┌──

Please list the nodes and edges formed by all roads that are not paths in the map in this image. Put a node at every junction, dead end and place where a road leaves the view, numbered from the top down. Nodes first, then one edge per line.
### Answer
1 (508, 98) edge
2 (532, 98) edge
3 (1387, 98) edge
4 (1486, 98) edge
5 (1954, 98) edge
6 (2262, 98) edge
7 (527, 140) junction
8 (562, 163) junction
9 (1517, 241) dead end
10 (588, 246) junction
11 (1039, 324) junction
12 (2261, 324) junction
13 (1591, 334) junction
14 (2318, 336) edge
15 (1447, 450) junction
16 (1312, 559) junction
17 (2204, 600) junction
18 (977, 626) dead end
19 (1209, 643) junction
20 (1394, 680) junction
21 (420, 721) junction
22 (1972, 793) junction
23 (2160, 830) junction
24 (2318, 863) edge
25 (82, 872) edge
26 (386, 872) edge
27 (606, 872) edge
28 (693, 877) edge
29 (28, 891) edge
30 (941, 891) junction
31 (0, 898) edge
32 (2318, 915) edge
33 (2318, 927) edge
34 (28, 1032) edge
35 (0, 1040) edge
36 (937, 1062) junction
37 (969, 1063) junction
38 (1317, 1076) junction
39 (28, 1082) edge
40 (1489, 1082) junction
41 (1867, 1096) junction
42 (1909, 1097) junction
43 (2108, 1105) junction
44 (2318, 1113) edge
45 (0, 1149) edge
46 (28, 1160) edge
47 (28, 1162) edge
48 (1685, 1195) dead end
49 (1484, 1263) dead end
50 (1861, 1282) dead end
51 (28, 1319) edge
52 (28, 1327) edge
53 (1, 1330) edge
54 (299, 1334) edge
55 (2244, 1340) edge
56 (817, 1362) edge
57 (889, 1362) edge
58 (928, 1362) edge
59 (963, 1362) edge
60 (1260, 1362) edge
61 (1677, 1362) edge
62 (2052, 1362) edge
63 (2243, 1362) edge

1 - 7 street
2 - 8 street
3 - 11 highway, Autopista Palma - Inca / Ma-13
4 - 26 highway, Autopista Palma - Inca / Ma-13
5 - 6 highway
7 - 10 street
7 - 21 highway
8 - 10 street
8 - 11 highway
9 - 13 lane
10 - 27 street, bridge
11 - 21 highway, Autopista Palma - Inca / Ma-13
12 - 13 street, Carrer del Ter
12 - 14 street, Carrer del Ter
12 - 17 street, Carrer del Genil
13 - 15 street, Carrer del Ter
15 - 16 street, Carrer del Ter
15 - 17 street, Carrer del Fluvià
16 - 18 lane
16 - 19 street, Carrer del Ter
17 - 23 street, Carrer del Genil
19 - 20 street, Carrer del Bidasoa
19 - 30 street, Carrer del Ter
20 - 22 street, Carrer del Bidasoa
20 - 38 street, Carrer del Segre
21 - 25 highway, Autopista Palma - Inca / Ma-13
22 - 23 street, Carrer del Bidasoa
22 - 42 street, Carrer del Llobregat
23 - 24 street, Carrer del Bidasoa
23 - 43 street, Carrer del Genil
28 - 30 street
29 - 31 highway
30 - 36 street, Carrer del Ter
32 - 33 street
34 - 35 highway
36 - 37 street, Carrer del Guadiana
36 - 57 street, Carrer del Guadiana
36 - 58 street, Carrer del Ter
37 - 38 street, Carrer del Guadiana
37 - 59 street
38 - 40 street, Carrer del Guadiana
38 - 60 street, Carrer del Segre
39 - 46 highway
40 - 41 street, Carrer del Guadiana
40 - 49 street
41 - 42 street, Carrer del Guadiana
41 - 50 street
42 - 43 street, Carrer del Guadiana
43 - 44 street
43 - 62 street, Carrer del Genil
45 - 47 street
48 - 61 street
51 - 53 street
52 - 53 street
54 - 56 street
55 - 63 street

└──

Instructions to follow: Every line of the material that includes the word "Genil" needs to be copied.

Response to the task:
12 - 17 street, Carrer del Genil
17 - 23 street, Carrer del Genil
23 - 43 street, Carrer del Genil
43 - 62 street, Carrer del Genil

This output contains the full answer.